## Problem description
Only lines that contain the word "nodes" are to be returned from the data below.

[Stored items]
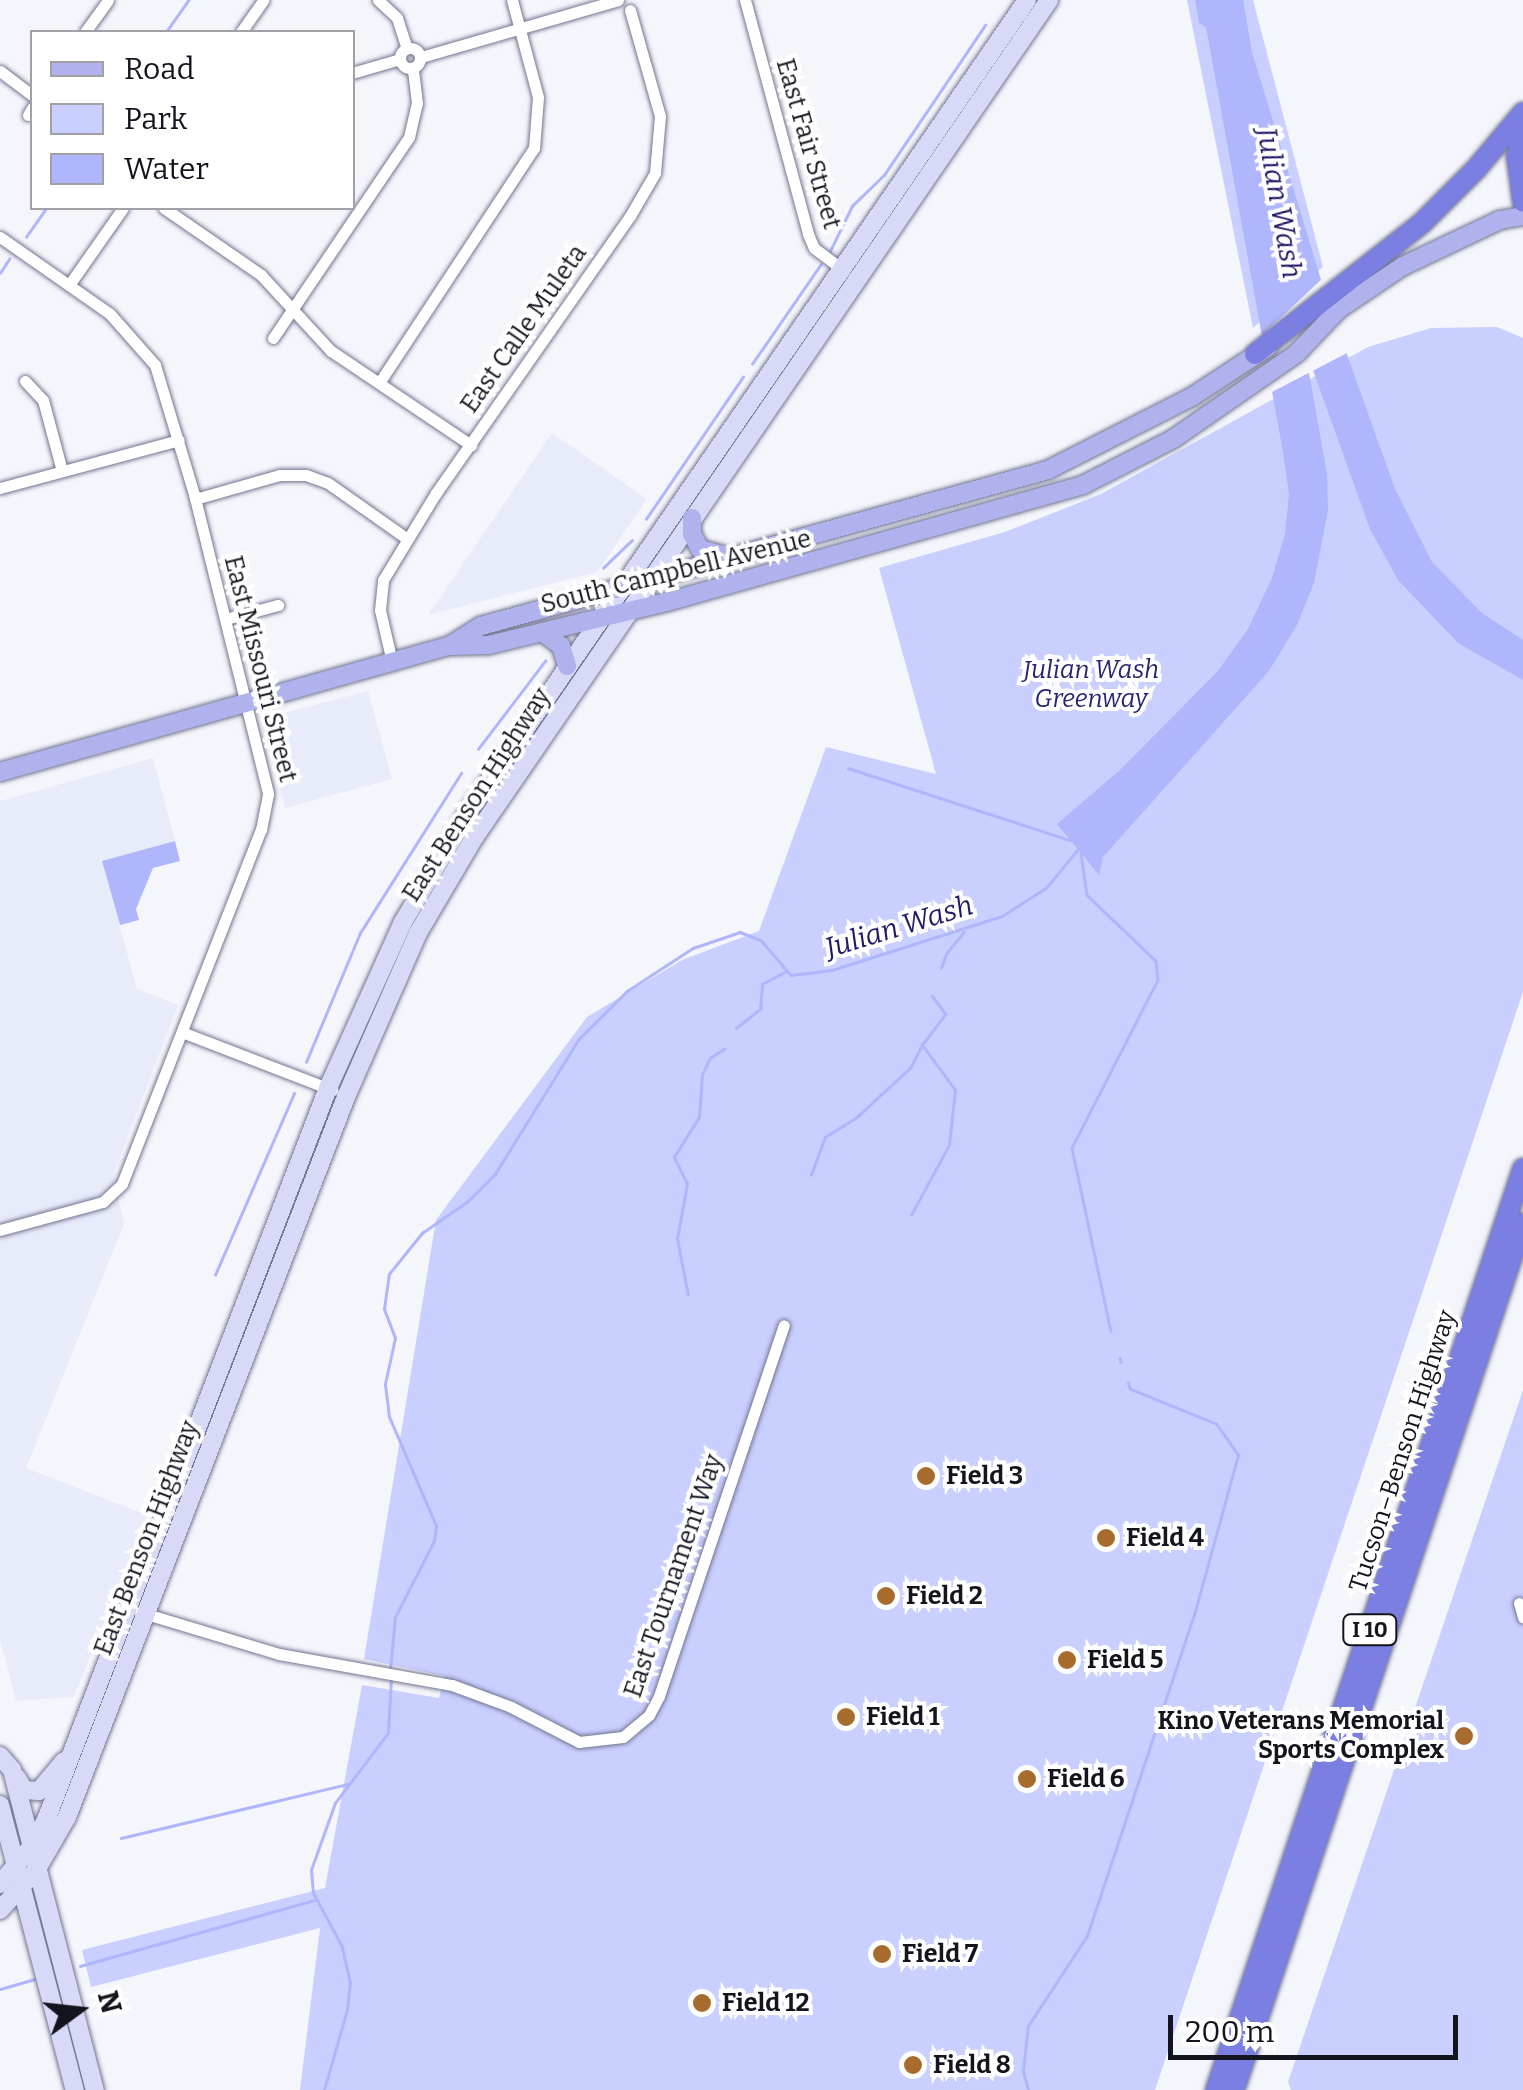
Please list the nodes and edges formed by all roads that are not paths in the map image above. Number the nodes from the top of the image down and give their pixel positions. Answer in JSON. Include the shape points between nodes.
{"nodes":[{"id":1,"x":108,"y":0,"type":"edge"},
{"id":2,"x":263,"y":0,"type":"edge"},
{"id":3,"x":378,"y":0,"type":"edge"},
{"id":4,"x":512,"y":0,"type":"edge"},
{"id":5,"x":618,"y":0,"type":"edge"},
{"id":6,"x":639,"y":0,"type":"edge"},
{"id":7,"x":745,"y":0,"type":"edge"},
{"id":8,"x":1026,"y":0,"type":"edge"},
{"id":9,"x":1050,"y":0,"type":"edge"},
{"id":10,"x":630,"y":10,"type":"junction"},
{"id":11,"x":520,"y":27,"type":"junction"},
{"id":12,"x":86,"y":30,"type":"edge"},
{"id":13,"x":242,"y":30,"type":"edge"},
{"id":14,"x":403,"y":53,"type":"junction"},
{"id":15,"x":417,"y":62,"type":"junction"},
{"id":16,"x":0,"y":71,"type":"edge"},
{"id":17,"x":355,"y":72,"type":"edge"},
{"id":18,"x":30,"y":94,"type":"edge"},
{"id":19,"x":1523,"y":113,"type":"edge"},
{"id":20,"x":1523,"y":130,"type":"edge"},
{"id":21,"x":1523,"y":202,"type":"edge"},
{"id":22,"x":123,"y":210,"type":"edge"},
{"id":23,"x":167,"y":210,"type":"edge"},
{"id":24,"x":1523,"y":216,"type":"edge"},
{"id":25,"x":0,"y":238,"type":"edge"},
{"id":26,"x":849,"y":275,"type":"junction"},
{"id":27,"x":69,"y":285,"type":"junction"},
{"id":28,"x":1338,"y":301,"type":"junction"},
{"id":29,"x":292,"y":310,"type":"junction"},
{"id":30,"x":273,"y":338,"type":"dead end"},
{"id":31,"x":1255,"y":354,"type":"joint"},
{"id":32,"x":25,"y":381,"type":"dead end"},
{"id":33,"x":378,"y":382,"type":"junction"},
{"id":34,"x":179,"y":440,"type":"junction"},
{"id":35,"x":471,"y":445,"type":"junction"},
{"id":36,"x":62,"y":471,"type":"junction"},
{"id":37,"x":0,"y":488,"type":"edge"},
{"id":38,"x":194,"y":499,"type":"junction"},
{"id":39,"x":692,"y":518,"type":"junction"},
{"id":40,"x":406,"y":538,"type":"junction"},
{"id":41,"x":738,"y":556,"type":"junction"},
{"id":42,"x":649,"y":580,"type":"junction"},
{"id":43,"x":620,"y":588,"type":"junction"},
{"id":44,"x":278,"y":605,"type":"dead end"},
{"id":45,"x":628,"y":611,"type":"junction"},
{"id":46,"x":601,"y":618,"type":"junction"},
{"id":47,"x":226,"y":619,"type":"junction"},
{"id":48,"x":542,"y":632,"type":"junction"},
{"id":49,"x":448,"y":646,"type":"junction"},
{"id":50,"x":392,"y":662,"type":"junction"},
{"id":51,"x":567,"y":666,"type":"junction"},
{"id":52,"x":246,"y":704,"type":"junction"},
{"id":53,"x":0,"y":772,"type":"edge"},
{"id":54,"x":182,"y":1032,"type":"junction"},
{"id":55,"x":328,"y":1088,"type":"junction"},
{"id":56,"x":346,"y":1096,"type":"junction"},
{"id":57,"x":1523,"y":1169,"type":"edge"},
{"id":58,"x":1523,"y":1224,"type":"edge"},
{"id":59,"x":0,"y":1230,"type":"edge"},
{"id":60,"x":784,"y":1325,"type":"dead end"},
{"id":61,"x":220,"y":1393,"type":"junction"},
{"id":62,"x":1519,"y":1603,"type":"dead end"},
{"id":63,"x":135,"y":1610,"type":"junction"},
{"id":64,"x":1523,"y":1617,"type":"edge"},
{"id":65,"x":74,"y":1749,"type":"junction"},
{"id":66,"x":6,"y":1763,"type":"edge"},
{"id":67,"x":0,"y":1805,"type":"edge"},
{"id":68,"x":32,"y":1846,"type":"junction"},
{"id":69,"x":16,"y":1867,"type":"junction"},
{"id":70,"x":38,"y":1869,"type":"junction"},
{"id":71,"x":0,"y":1884,"type":"edge"},
{"id":72,"x":22,"y":1888,"type":"junction"},
{"id":73,"x":0,"y":1910,"type":"edge"},
{"id":74,"x":0,"y":1920,"type":"edge"},
{"id":75,"x":31,"y":1925,"type":"junction"},
{"id":76,"x":74,"y":2090,"type":"edge"},
{"id":77,"x":95,"y":2090,"type":"edge"},
{"id":78,"x":1216,"y":2090,"type":"edge"},
{"id":79,"x":1234,"y":2090,"type":"edge"}],
"edges":[{"from":1,"to":12,"type":"street"},
{"from":2,"to":13,"type":"street"},
{"from":3,"to":14,"type":"street","via":[[397,18]]},
{"from":4,"to":11,"type":"street"},
{"from":5,"to":10,"type":"street"},
{"from":5,"to":11,"type":"street"},
{"from":6,"to":10,"type":"street"},
{"from":7,"to":26,"type":"street","name":"East Fair Street","via":[[808,234],[814,248]]},
{"from":8,"to":26,"type":"main road","name":"East Benson Highway"},
{"from":9,"to":26,"type":"main road","name":"East Benson Highway"},
{"from":10,"to":35,"type":"street","name":"East Calle Muleta","via":[[660,116],[655,173]]},
{"from":11,"to":15,"type":"street"},
{"from":11,"to":33,"type":"street","via":[[538,98],[534,148]]},
{"from":14,"to":15,"type":"street","via":[[404,66]]},
{"from":14,"to":15,"type":"street","via":[[416,49]]},
{"from":14,"to":17,"type":"street"},
{"from":15,"to":29,"type":"street","via":[[418,102],[409,137]]},
{"from":16,"to":18,"type":"street"},
{"from":19,"to":28,"type":"highway","via":[[1441,205]]},
{"from":20,"to":21,"type":"highway","via":[[1517,157]]},
{"from":21,"to":28,"type":"main road","via":[[1414,253]]},
{"from":22,"to":27,"type":"street"},
{"from":23,"to":29,"type":"street","via":[[261,275]]},
{"from":24,"to":28,"type":"main road","via":[[1417,258]]},
{"from":25,"to":27,"type":"street","name":"East Missouri Street"},
{"from":26,"to":39,"type":"main road","name":"East Benson Highway"},
{"from":26,"to":43,"type":"main road","name":"East Benson Highway"},
{"from":27,"to":34,"type":"street","name":"East Missouri Street","via":[[146,351]]},
{"from":28,"to":31,"type":"highway"},
{"from":28,"to":45,"type":"main road","name":"South Campbell Avenue","via":[[1297,353],[1174,439],[1083,485]]},
{"from":29,"to":30,"type":"street"},
{"from":29,"to":33,"type":"street","via":[[332,351]]},
{"from":31,"to":41,"type":"main road","name":"South Campbell Avenue","via":[[1193,396],[1048,470]]},
{"from":32,"to":36,"type":"street","via":[[44,400]]},
{"from":33,"to":35,"type":"street"},
{"from":34,"to":36,"type":"street"},
{"from":34,"to":38,"type":"street","name":"East Missouri Street"},
{"from":35,"to":40,"type":"street","name":"East Calle Muleta"},
{"from":36,"to":37,"type":"street"},
{"from":38,"to":40,"type":"street","via":[[306,475]]},
{"from":38,"to":47,"type":"street","name":"East Missouri Street"},
{"from":39,"to":41,"type":"main road","via":[[700,550]]},
{"from":39,"to":42,"type":"main road","name":"East Benson Highway"},
{"from":40,"to":50,"type":"street","name":"East Calle Muleta","via":[[383,580],[380,610]]},
{"from":41,"to":42,"type":"main road","name":"South Campbell Avenue"},
{"from":42,"to":43,"type":"main road","name":"South Campbell Avenue"},
{"from":42,"to":45,"type":"main road","name":"East Benson Highway"},
{"from":43,"to":46,"type":"main road","name":"East Benson Highway"},
{"from":43,"to":49,"type":"main road","name":"South Campbell Avenue","via":[[481,626]]},
{"from":44,"to":47,"type":"street"},
{"from":45,"to":46,"type":"main road","name":"South Campbell Avenue"},
{"from":45,"to":56,"type":"main road","name":"East Benson Highway","via":[[445,885],[382,1006]]},
{"from":46,"to":48,"type":"main road","name":"South Campbell Avenue"},
{"from":46,"to":51,"type":"main road","name":"East Benson Highway"},
{"from":47,"to":52,"type":"street","name":"East Missouri Street"},
{"from":48,"to":49,"type":"main road","name":"South Campbell Avenue","via":[[489,645]]},
{"from":48,"to":51,"type":"main road","via":[[562,646]]},
{"from":49,"to":50,"type":"main road","name":"South Campbell Avenue"},
{"from":50,"to":52,"type":"main road","name":"South Campbell Avenue"},
{"from":51,"to":55,"type":"main road","name":"East Benson Highway","via":[[430,872]]},
{"from":52,"to":53,"type":"main road","name":"South Campbell Avenue"},
{"from":52,"to":54,"type":"street","name":"East Missouri Street","via":[[268,785],[267,808]]},
{"from":54,"to":55,"type":"street"},
{"from":54,"to":59,"type":"street","name":"East Missouri Street","via":[[126,1174],[110,1198]]},
{"from":55,"to":56,"type":"street"},
{"from":55,"to":61,"type":"main road","name":"East Benson Highway"},
{"from":56,"to":61,"type":"main road","name":"East Benson Highway"},
{"from":57,"to":78,"type":"highway","name":"Tucson–Benson Highway","number":"I 10"},
{"from":58,"to":79,"type":"highway","name":"Tucson–Benson Highway","number":"I 10"},
{"from":60,"to":63,"type":"street","name":"East Tournament Way","via":[[658,1696],[638,1726],[610,1742],[579,1742],[470,1690],[280,1654]]},
{"from":61,"to":63,"type":"main road","name":"East Benson Highway"},
{"from":62,"to":64,"type":"street"},
{"from":63,"to":65,"type":"main road","name":"East Benson Highway"},
{"from":63,"to":70,"type":"main road","name":"East Benson Highway","via":[[67,1817]]},
{"from":65,"to":66,"type":"main road","via":[[39,1791],[24,1790]]},
{"from":65,"to":68,"type":"main road","name":"East Benson Highway"},
{"from":66,"to":68,"type":"main road"},
{"from":67,"to":69,"type":"main road"},
{"from":68,"to":69,"type":"main road","name":"East Benson Highway"},
{"from":68,"to":70,"type":"main road"},
{"from":69,"to":71,"type":"main road","name":"East Benson Highway"},
{"from":69,"to":72,"type":"main road"},
{"from":70,"to":72,"type":"main road","name":"East Benson Highway"},
{"from":70,"to":77,"type":"main road"},
{"from":72,"to":73,"type":"main road","name":"East Benson Highway"},
{"from":72,"to":75,"type":"main road"},
{"from":74,"to":75,"type":"main road","via":[[17,1917]]},
{"from":75,"to":76,"type":"main road"}]}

## Written response
Please list the nodes and edges formed by all roads that are not paths in the map image above. Number the nodes from the top of the image down and give their pixel positions. Answer in JSON. Include the shape points between nodes.
{"nodes":[{"id":1,"x":108,"y":0,"type":"edge"},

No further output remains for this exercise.